Thanks, Nold, for posting this (which I have now just read). I have been cheering on for the last 5 or 6 years any and all reports of the demise of post-modernism--be it architecture or some aspect of academia. Oh, but if this fakery is dying... the death is too slow a'comin.

My first encounter with the word (and the design) was nearly 20 years ago in the offices of the State Architect of New Jersey. I was the new (and first) visual arts program director for the State Arts Council. It was my job primarily to hustle monies for percent-for- art commissions to artists for new state buildings. Hence, a close relationship with the State Architect was important. I had to that date been uncommonly successful in getting the appropriations released from his office. Not that day. He was showing me the new "post-modern" designs that they were going to be building. They were so excited about them--and, there would be no money for arts commissions because the architects did not want "original work"--that would be contrary to the concept. Michael Graves would be doing all the work himself.

I knew we were in trouble. I did not like Michael Graves' designs. They were fake, fake, fake. I was right. We were in trouble.

Within two years Michael Graves from Princeton University (so conveniently located nearby New York City) was the creme de la creme... well, if it's finally souring, hurrah. Throw the mess out.

Oddly enough, given Botta's heritage, one should take a look at Romanian mega-building under the Ceaucescus....it's a horrific combination of Italian Futurism and Art Deco made big, big, gigantic. Fortunately, it's collapsing of its own weight: the concrete was pourly mixed among other problems.

Too much to do today, but I wanted to acknowledge your postings. I will get back to you (as earlier promised) re the article you so kindly sent me this summer. I am up to my nose with new lecture preparations!

all best,

Maureen Korp, PhD
University of Ottawa
"Stay calm, be brave, wait for the signs." Tom King, Dead Dog Cafe

From: Pavlides@aol.com
Date: Sun, 7 Sep 1997 12:14:09 -0400 (EDT)
To: negenter@worldcom.ch

Dear Nold,

I do not have the time to send a well argued response but please consider: On your proposed "solution" to the problem:

Culture is not just words, the architectural models and drawings (the kind you find in architecture books) are about culture too. Furthermore Anthropologists are unable to decipher these drawings, or the actual buildings they represent, and thus they have an impoverished conception of culture.

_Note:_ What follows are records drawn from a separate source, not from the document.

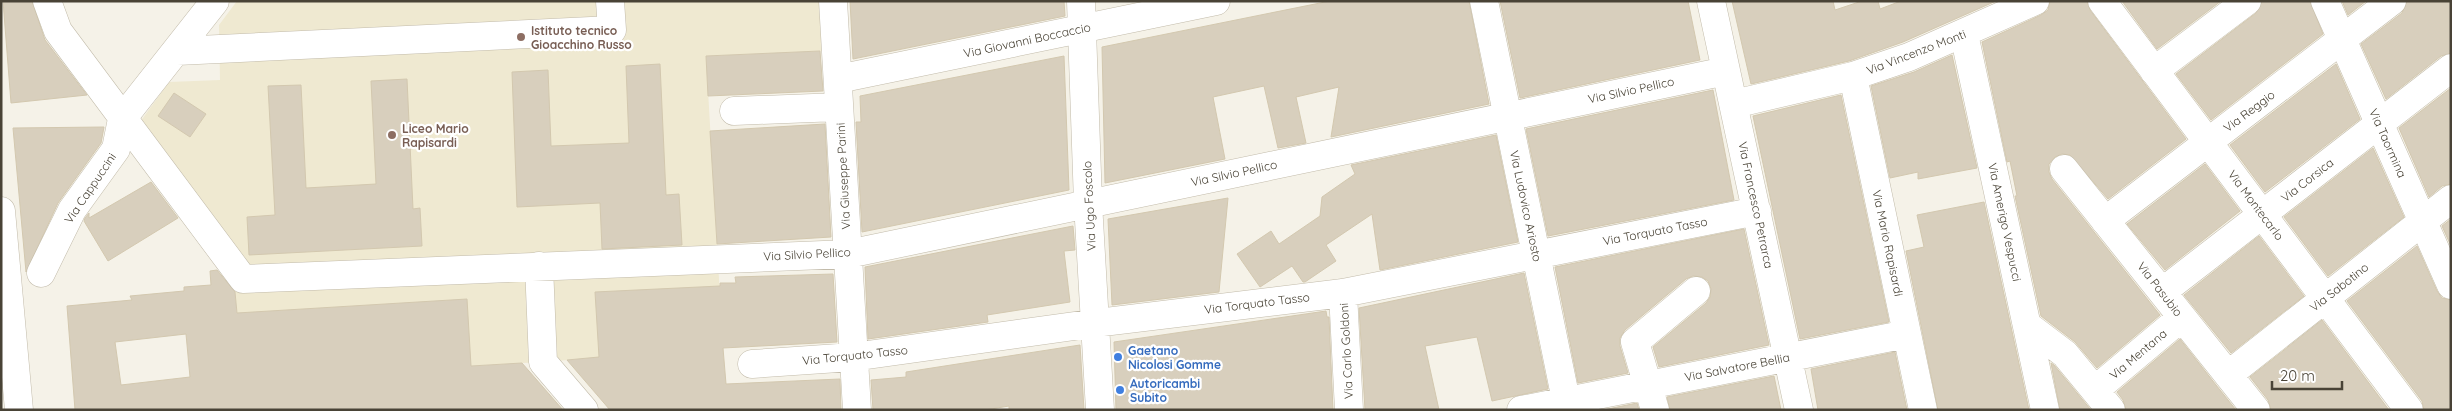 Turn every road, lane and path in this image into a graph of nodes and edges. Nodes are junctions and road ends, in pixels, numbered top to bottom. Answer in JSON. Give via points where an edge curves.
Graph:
{"nodes":[{"id":1,"x":47,"y":1,"type":"edge"},
{"id":2,"x":215,"y":1,"type":"edge"},
{"id":3,"x":610,"y":1,"type":"edge"},
{"id":4,"x":833,"y":1,"type":"edge"},
{"id":5,"x":1082,"y":1,"type":"edge"},
{"id":6,"x":1216,"y":1,"type":"edge"},
{"id":7,"x":1484,"y":1,"type":"edge"},
{"id":8,"x":1711,"y":1,"type":"edge"},
{"id":9,"x":2035,"y":1,"type":"edge"},
{"id":10,"x":2102,"y":1,"type":"edge"},
{"id":11,"x":2247,"y":1,"type":"edge"},
{"id":12,"x":2325,"y":1,"type":"edge"},
{"id":13,"x":2392,"y":1,"type":"edge"},
{"id":14,"x":1083,"y":29,"type":"junction"},
{"id":15,"x":1964,"y":34,"type":"junction"},
{"id":16,"x":2342,"y":40,"type":"junction"},
{"id":17,"x":177,"y":51,"type":"junction"},
{"id":18,"x":2451,"y":68,"type":"edge"},
{"id":19,"x":1726,"y":70,"type":"junction"},
{"id":20,"x":2154,"y":70,"type":"junction"},
{"id":21,"x":1853,"y":76,"type":"junction"},
{"id":22,"x":838,"y":79,"type":"junction"},
{"id":23,"x":1734,"y":104,"type":"junction"},
{"id":24,"x":839,"y":107,"type":"junction"},
{"id":25,"x":734,"y":112,"type":"dead end"},
{"id":26,"x":1507,"y":116,"type":"junction"},
{"id":27,"x":122,"y":119,"type":"junction"},
{"id":28,"x":2379,"y":124,"type":"junction"},
{"id":29,"x":2208,"y":142,"type":"junction"},
{"id":30,"x":2064,"y":169,"type":"dead end"},
{"id":31,"x":2451,"y":199,"type":"edge"},
{"id":32,"x":1088,"y":203,"type":"junction"},
{"id":33,"x":1,"y":211,"type":"edge"},
{"id":34,"x":1757,"y":211,"type":"junction"},
{"id":35,"x":2263,"y":215,"type":"junction"},
{"id":36,"x":2106,"y":221,"type":"junction"},
{"id":37,"x":2422,"y":221,"type":"junction"},
{"id":38,"x":848,"y":254,"type":"junction"},
{"id":39,"x":1536,"y":256,"type":"junction"},
{"id":40,"x":540,"y":266,"type":"junction"},
{"id":41,"x":41,"y":273,"type":"dead end"},
{"id":42,"x":2451,"y":285,"type":"edge"},
{"id":43,"x":1696,"y":291,"type":"dead end"},
{"id":44,"x":2162,"y":292,"type":"junction"},
{"id":45,"x":1343,"y":293,"type":"junction"},
{"id":46,"x":2325,"y":298,"type":"junction"},
{"id":47,"x":2182,"y":317,"type":"junction"},
{"id":48,"x":1096,"y":323,"type":"junction"},
{"id":49,"x":2028,"y":326,"type":"junction"},
{"id":50,"x":1907,"y":334,"type":"junction"},
{"id":51,"x":854,"y":357,"type":"junction"},
{"id":52,"x":1788,"y":357,"type":"junction"},
{"id":53,"x":752,"y":364,"type":"dead end"},
{"id":54,"x":2228,"y":375,"type":"junction"},
{"id":55,"x":1651,"y":397,"type":"edge"},
{"id":56,"x":2103,"y":400,"type":"edge"},
{"id":57,"x":1567,"y":405,"type":"edge"},
{"id":58,"x":19,"y":410,"type":"edge"},
{"id":59,"x":584,"y":410,"type":"edge"},
{"id":60,"x":857,"y":410,"type":"edge"},
{"id":61,"x":1100,"y":410,"type":"edge"},
{"id":62,"x":1350,"y":410,"type":"edge"},
{"id":63,"x":1520,"y":410,"type":"edge"},
{"id":64,"x":1799,"y":410,"type":"edge"},
{"id":65,"x":1923,"y":410,"type":"edge"},
{"id":66,"x":2046,"y":410,"type":"edge"},
{"id":67,"x":2256,"y":410,"type":"edge"},
{"id":68,"x":2409,"y":410,"type":"edge"}],
"edges":[{"from":1,"to":27,"type":"street","via":[[58,31]]},
{"from":2,"to":17,"type":"street"},
{"from":3,"to":17,"type":"street","via":[[612,30]]},
{"from":4,"to":22,"type":"street","name":"Via Giuseppe Parini"},
{"from":5,"to":14,"type":"street","name":"Via Ugo Foscolo"},
{"from":6,"to":14,"type":"street","name":"Via Giovanni Boccaccio"},
{"from":7,"to":26,"type":"street","name":"Via Ludovico Ariosto"},
{"from":8,"to":19,"type":"street","name":"Via Francesco Petrarca"},
{"from":9,"to":15,"type":"street","name":"Via Vincenzo Monti"},
{"from":10,"to":20,"type":"street","name":"Via Montecarlo"},
{"from":11,"to":20,"type":"street"},
{"from":12,"to":16,"type":"street","name":"Via Taormina"},
{"from":13,"to":16,"type":"street","name":"Via Reggio"},
{"from":14,"to":22,"type":"street","name":"Via Giovanni Boccaccio"},
{"from":14,"to":32,"type":"street","name":"Via Ugo Foscolo"},
{"from":15,"to":21,"type":"street","name":"Via Vincenzo Monti"},
{"from":15,"to":49,"type":"street","name":"Via Amerigo Vespucci"},
{"from":16,"to":28,"type":"street","name":"Via Taormina"},
{"from":16,"to":29,"type":"street","name":"Via Reggio"},
{"from":17,"to":27,"type":"street"},
{"from":18,"to":28,"type":"street","name":"Via Corsica"},
{"from":19,"to":23,"type":"street","name":"Via Francesco Petrarca"},
{"from":19,"to":26,"type":"street","name":"Via Silvio Pellico"},
{"from":20,"to":29,"type":"street","name":"Via Montecarlo"},
{"from":21,"to":23,"type":"street","name":"Via Vincenzo Monti"},
{"from":21,"to":50,"type":"street","name":"Via Mario Rapisardi"},
{"from":22,"to":24,"type":"street","name":"Via Giuseppe Parini"},
{"from":23,"to":34,"type":"street","name":"Via Francesco Petrarca"},
{"from":24,"to":25,"type":"street"},
{"from":24,"to":38,"type":"street","name":"Via Giuseppe Parini"},
{"from":26,"to":32,"type":"street","name":"Via Silvio Pellico"},
{"from":26,"to":39,"type":"street","name":"Via Ludovico Ariosto"},
{"from":27,"to":40,"type":"street","name":"Via Silvio Pellico","via":[[243,279]]},
{"from":27,"to":41,"type":"street","name":"Via Cappuccini","via":[[116,149],[72,210]]},
{"from":28,"to":35,"type":"street","name":"Via Corsica"},
{"from":28,"to":37,"type":"street","name":"Via Taormina"},
{"from":29,"to":35,"type":"street","name":"Via Montecarlo"},
{"from":29,"to":36,"type":"street","name":"Via Reggio"},
{"from":30,"to":36,"type":"street","name":"Via Pasubio"},
{"from":31,"to":37,"type":"street","name":"Via Sabotino"},
{"from":32,"to":38,"type":"street","name":"Via Silvio Pellico"},
{"from":32,"to":48,"type":"street","name":"Via Ugo Foscolo"},
{"from":33,"to":58,"type":"street"},
{"from":34,"to":39,"type":"street","name":"Via Torquato Tasso"},
{"from":34,"to":52,"type":"street","name":"Via Francesco Petrarca"},
{"from":35,"to":44,"type":"street","name":"Via Corsica"},
{"from":35,"to":46,"type":"street","name":"Via Montecarlo"},
{"from":36,"to":44,"type":"street","name":"Via Pasubio"},
{"from":37,"to":42,"type":"street","name":"Via Taormina"},
{"from":37,"to":46,"type":"street","name":"Via Sabotino"},
{"from":38,"to":40,"type":"street","name":"Via Silvio Pellico"},
{"from":38,"to":51,"type":"street","name":"Via Giuseppe Parini"},
{"from":39,"to":45,"type":"street","name":"Via Torquato Tasso"},
{"from":39,"to":57,"type":"street","name":"Via Ludovico Ariosto"},
{"from":40,"to":59,"type":"street","via":[[544,362]]},
{"from":43,"to":55,"type":"street","via":[[1635,342]]},
{"from":44,"to":47,"type":"street","name":"Via Pasubio"},
{"from":45,"to":48,"type":"street","name":"Via Torquato Tasso"},
{"from":45,"to":62,"type":"street","name":"Via Carlo Goldoni"},
{"from":46,"to":54,"type":"street","name":"Via Sabotino"},
{"from":46,"to":68,"type":"street","name":"Via Montecarlo"},
{"from":47,"to":54,"type":"street","name":"Via Pasubio"},
{"from":47,"to":56,"type":"street","name":"Via Mentana"},
{"from":48,"to":51,"type":"street","name":"Via Torquato Tasso"},
{"from":48,"to":61,"type":"street","name":"Via Ugo Foscolo"},
{"from":49,"to":56,"type":"street","via":[[2065,354]]},
{"from":49,"to":66,"type":"street","name":"Via Amerigo Vespucci"},
{"from":50,"to":52,"type":"street","name":"Via Salvatore Bellia"},
{"from":50,"to":65,"type":"street","name":"Via Mario Rapisardi"},
{"from":51,"to":53,"type":"street","name":"Via Torquato Tasso"},
{"from":51,"to":60,"type":"street","name":"Via Giuseppe Parini"},
{"from":52,"to":55,"type":"street","name":"Via Salvatore Bellia"},
{"from":52,"to":64,"type":"street","name":"Via Francesco Petrarca"},
{"from":54,"to":67,"type":"street","name":"Via Pasubio"},
{"from":55,"to":57,"type":"street","name":"Via Salvatore Bellia"},
{"from":57,"to":63,"type":"street","name":"Via Salvatore Bellia"}]} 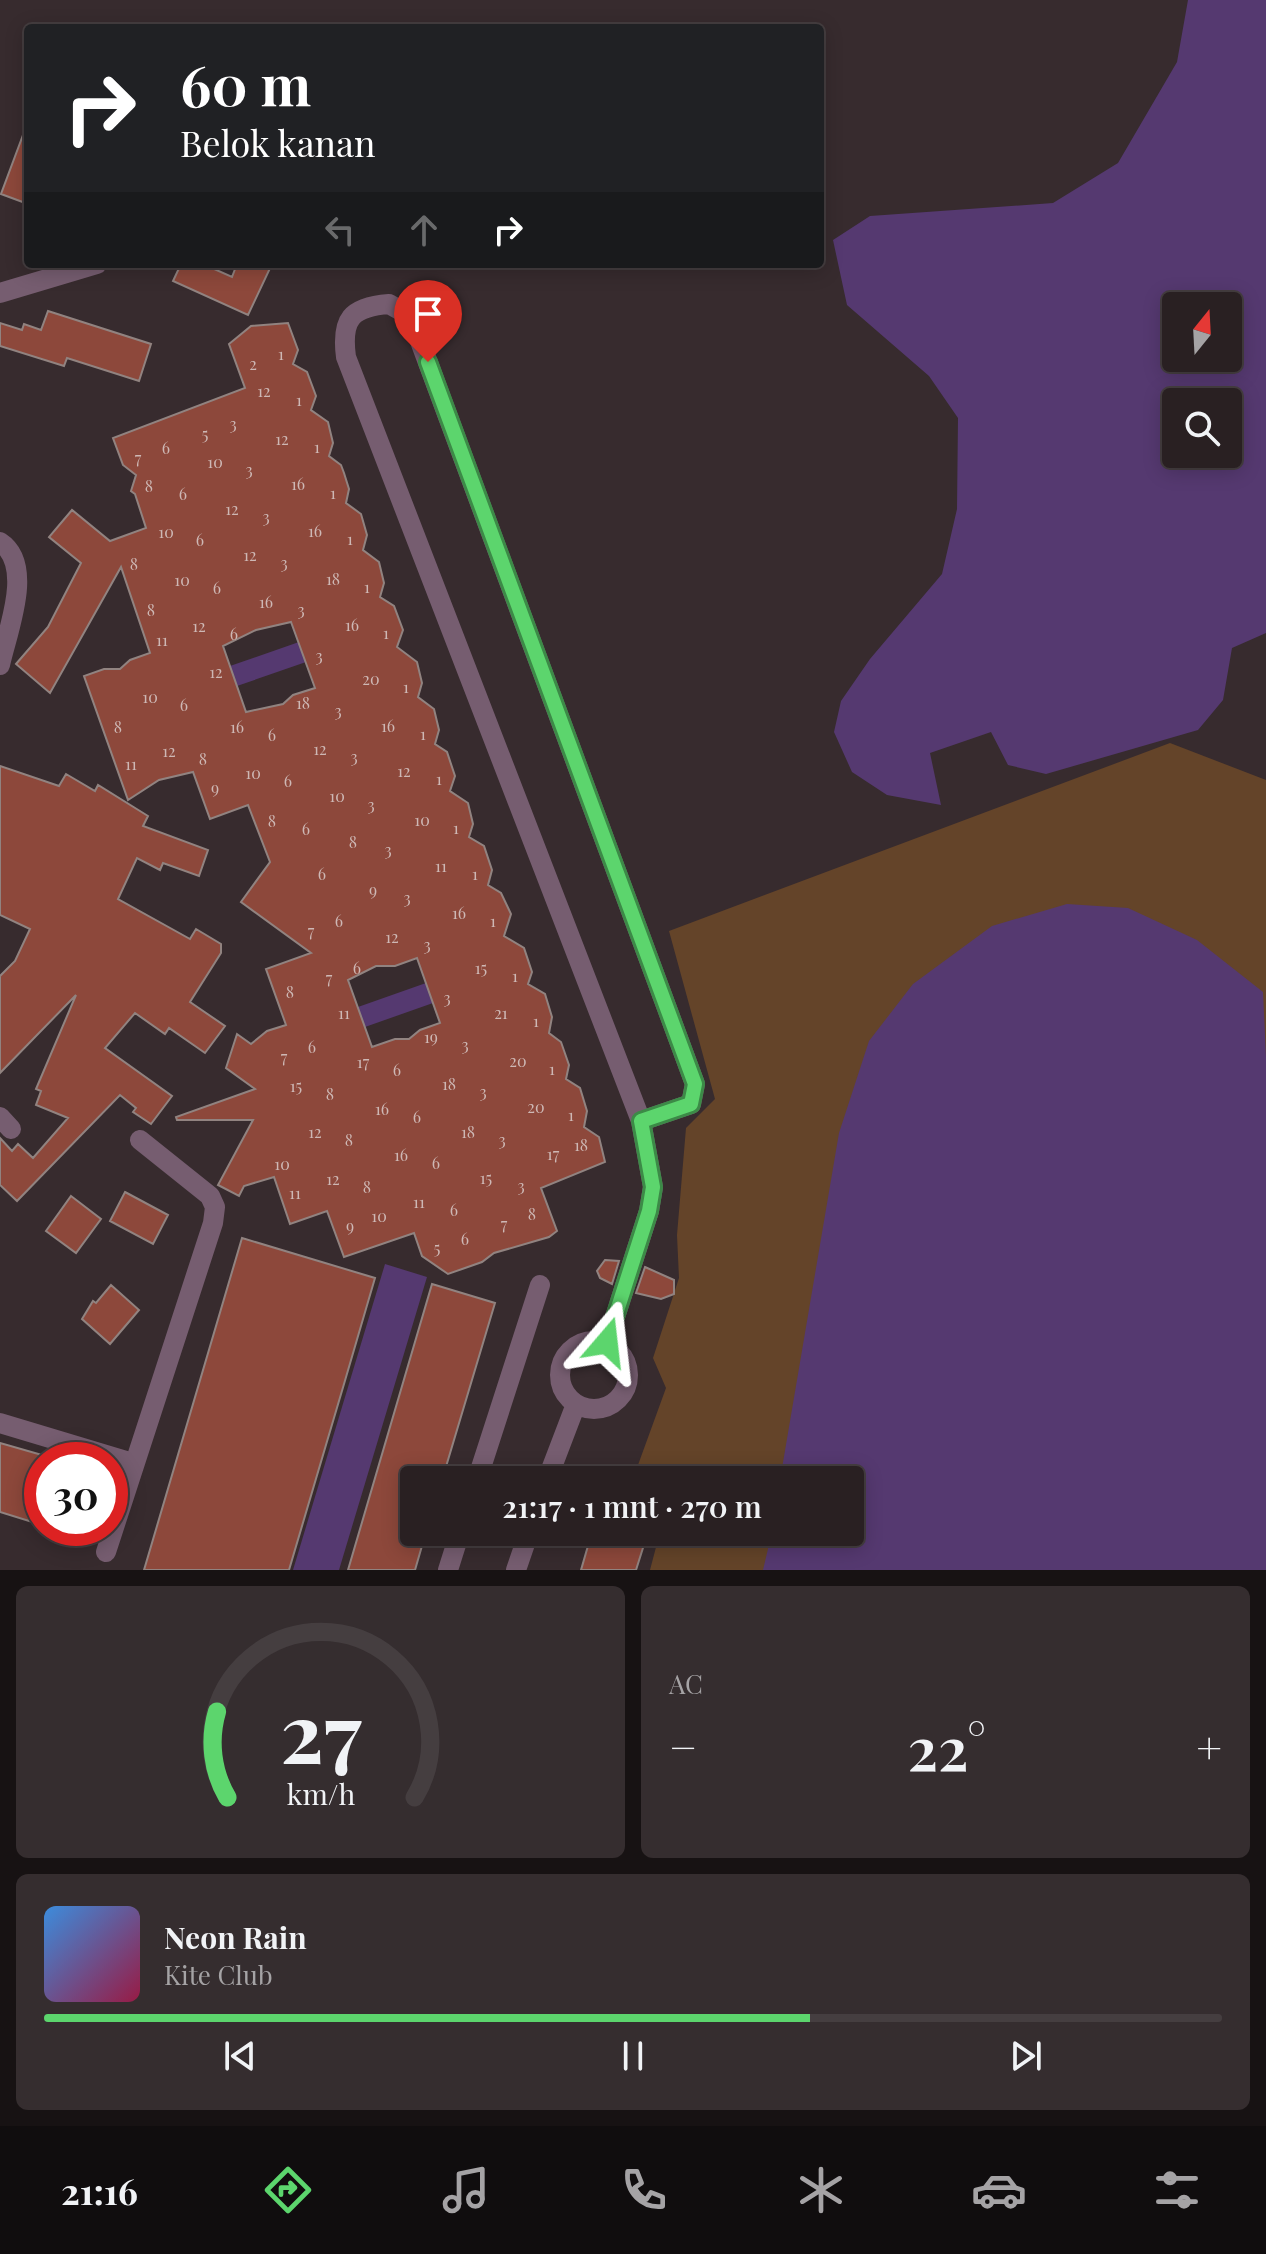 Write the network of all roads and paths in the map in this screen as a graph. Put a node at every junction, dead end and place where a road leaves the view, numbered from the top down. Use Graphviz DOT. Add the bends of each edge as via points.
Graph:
graph roads {
  1 [pos="60,271"];
  2 [pos="0,293"];
  3 [pos="0,542"];
  4 [pos="0,665"];
  5 [pos="641,1121"];
  6 [pos="140,1140"];
  7 [pos="540,1285"];
  8 [pos="607,1342"];
  9 [pos="576,1404"];
  10 [pos="0,1423"];
  11 [pos="133,1463"];
  12 [pos="482,1466"];
  13 [pos="552,1466"];
  14 [pos="456,1546"];
  15 [pos="524,1546"];
  16 [pos="106,1552"];
  17 [pos="448,1570"];
  18 [pos="516,1570"];
  1 -- 2 [label="street"];
  3 -- 4 [label="street" via="16,561 17,582"];
  5 -- 5 [label="street" via="346,357 342,334 350,317 367,306 389,304 405,313 417,333 695,1084 691,1104"];
  5 -- 8 [label="street" via="653,1187"];
  6 -- 11 [label="street" via="210,1196 215,1207"];
  7 -- 12 [label="street"];
  8 -- 9 [label="street" via="574,1346 563,1359 564,1392"];
  8 -- 9 [label="street" via="625,1357 629,1380 619,1400 598,1409"];
  9 -- 13 [label="street"];
  10 -- 11 [label="street"];
  11 -- 16 [label="street"];
  14 -- 17 [label="street"];
  15 -- 18 [label="street"];
} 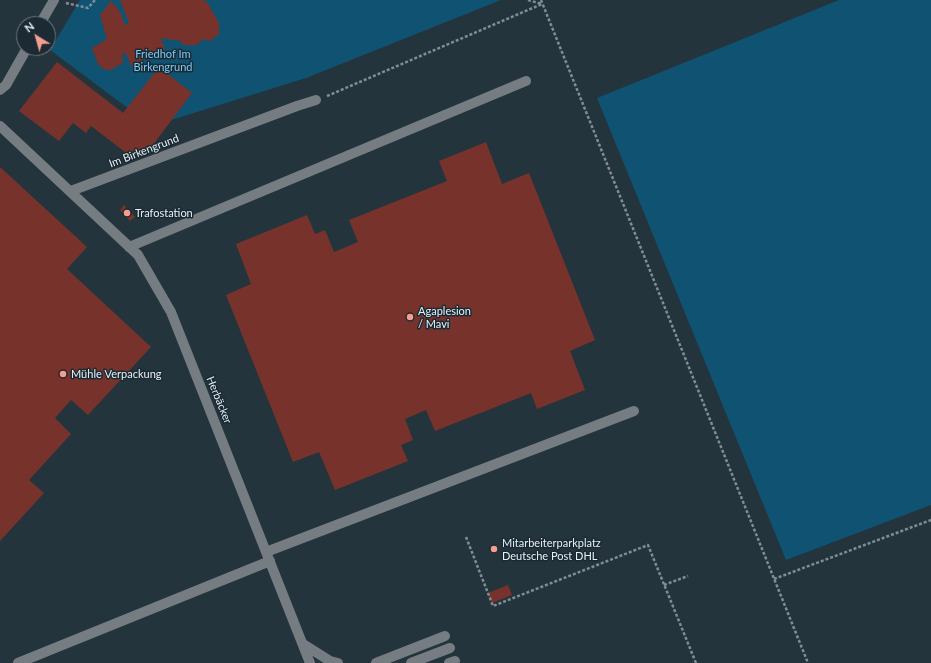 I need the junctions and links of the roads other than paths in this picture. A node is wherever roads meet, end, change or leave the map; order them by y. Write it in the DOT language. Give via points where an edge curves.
graph roads {
  1 [pos="58,1"];
  2 [pos="46,16"];
  3 [pos="22,56"];
  4 [pos="526,81"];
  5 [pos="0,90"];
  6 [pos="316,100"];
  7 [pos="0,126"];
  8 [pos="71,191"];
  9 [pos="129,247"];
  10 [pos="634,411"];
  11 [pos="268,556"];
  12 [pos="445,636"];
  13 [pos="303,644"];
  14 [pos="450,648"];
  15 [pos="18,663"];
  16 [pos="310,663"];
  17 [pos="338,663"];
  18 [pos="376,663"];
  19 [pos="411,663"];
  1 -- 2 [label="street"];
  3 -- 5 [label="street" via="6,85"];
  4 -- 9 [label="street"];
  6 -- 8 [label="street, Im Birkengrund"];
  7 -- 8 [label="street"];
  8 -- 9 [label="street, Herbäcker"];
  9 -- 11 [label="street, Herbäcker" via="138,256 171,312"];
  10 -- 11 [label="street"];
  11 -- 13 [label="street, Herbäcker"];
  11 -- 15 [label="street"];
  12 -- 18 [label="street"];
  13 -- 16 [label="street, Herbäcker"];
  13 -- 17 [label="street" via="330,661"];
  14 -- 19 [label="street"];
}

Of course architects could enrich their understanding of culture though drawings (as Paul Oliver is trying to do establishing a center for the study of Vernacular architecture at Oxford Brooks). Anthropologists have a lot to gain in understanding culture if they learned from architects to examine the physical (as archeologists and art-historians do) rather that using "platonic" stereotypical examinations of art and architecture leaving the qualitative out of the discourse.

On your definition of what the "problem is: Botta is an architect before he is a "postmodernist", a "modernist", a "deconstructionist", or any other equally inane term that represents nothing because his work can be amputated by any Procroustes to fit any of the above. Architecture is about life and not style. When it supports living well and opposes living badly it is good and beautiful. It is not words but actions that should be the basis of evaluation. I learned a lot about decorating my buildings from Loos's buildings.

I recently was on the Acropolis trying to imagine it when the paints were still wet under the Attic sun. The luminous blue of the Triglyphs blending with the sky beyond making the roof appear flowing, the broken monotony as the rhythm is interrupted by the corner columns pulled from under the triglyphs to a location almost under the polychrome metopes. Such a brilliant "modern" because of asymmetries building, so postmodern because of its gay colors, so deconstructionist because of it curvilinear geometries and broken "rhythm".

>From your work I know you see and experience architecture why talk as if we can trust the verbal/ cognitive rhetoric of the theoreticians? The verbal is useful when it becomes part of the poetic (in both meanings of the word.?

Lefteri Pavlides

PS thanks for you mailings and e-mailings. I hope one of these years to clear my office enough and find time to reciprocate.